Mientras conducía, el silencio en el coche cambió. No era el silencio airado del restaurante. Era más denso, más triste.
Damon conducía con una mano en el volante. Con la otra, se inclinó y le tomó la mano, que ella tenía en el regazo.
Vesper intentó retirarla, pero él entrelazó sus dedos con los de ella, sujetándola con fuerza. Su mano era enorme, envolvía la de ella por completo.
«Lo siento», dijo.
Las palabras fueron tan susurradas que Vesper casi no las oyó.
Ella lo miró, sorprendida. Damon Sterling no se disculpaba. Él mandaba. Él conquistaba. No se disculpaba.
«¿Qué?»
«Por lo de Marcus», dijo Damon, sin apartar la vista de la carretera. Apretó la mandíbula con fuerza. «Debería haberte protegido mejor. No debería haberle dejado entrar en la casa mientras yo no estaba. No debería haberle dejado acercarse lo suficiente como para lanzar ese vaso. Esa brecha de seguridad no volverá a ocurrir».
La vulnerabilidad de su voz impactó a Vesper más de lo que jamás podría hacerlo su agresividad. No se estaba disculpando por secuestrarla. Se estaba disculpando por no haber sido su escudo.
«No me hizo daño, Damon», dijo Vesper en voz baja.
«Te asustó», dijo Damon. «Con eso basta».
Se llevó la mano de ella a la boca. Le dio un beso en los nudillos. Sus labios eran cálidos, suaves. El contraste entre aquel gesto tierno y el hombre que acababa de romper un jarrón resultaba desconcertante.

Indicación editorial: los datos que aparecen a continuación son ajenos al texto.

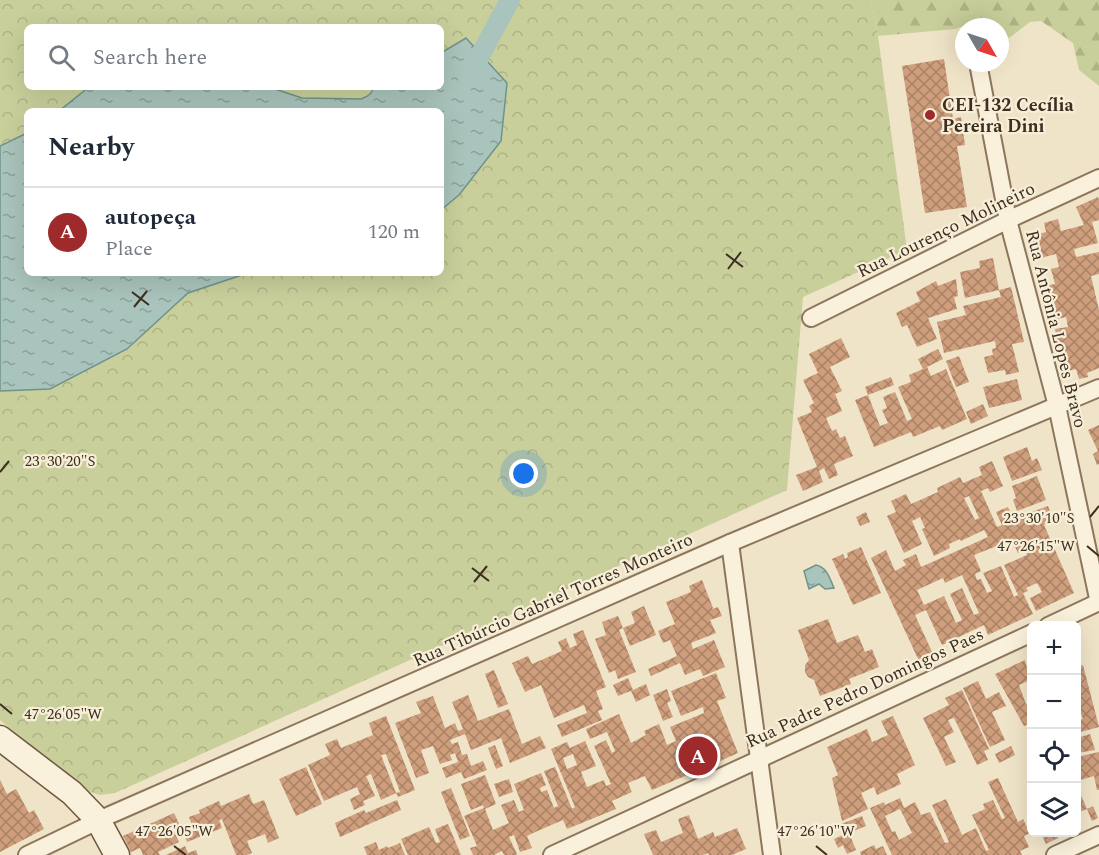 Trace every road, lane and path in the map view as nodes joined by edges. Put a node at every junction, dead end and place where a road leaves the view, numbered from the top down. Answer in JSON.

Vesper sintió que sus defensas se desmoronaban. Dejó de resistirse a su agarre. Dejó que su mano descansara en la de él.
«¿Adónde vamos?», preguntó, al darse cuenta de que se alejaban de la mansión.
—Cambio de planes —dijo Damon, con el rostro endureciéndose de nuevo—. Sawyer acaba de reenviarme una alerta de Prioridad Uno. Tenemos un problema.
Vesper se enderezó. —¿Qué problema?
Damon no respondió de inmediato. Sacó un teléfono seguro de la guantera, uno que no fuera rastreado por la red familiar. Se lo entregó.
«Abre el mensaje», dijo con aire sombrío.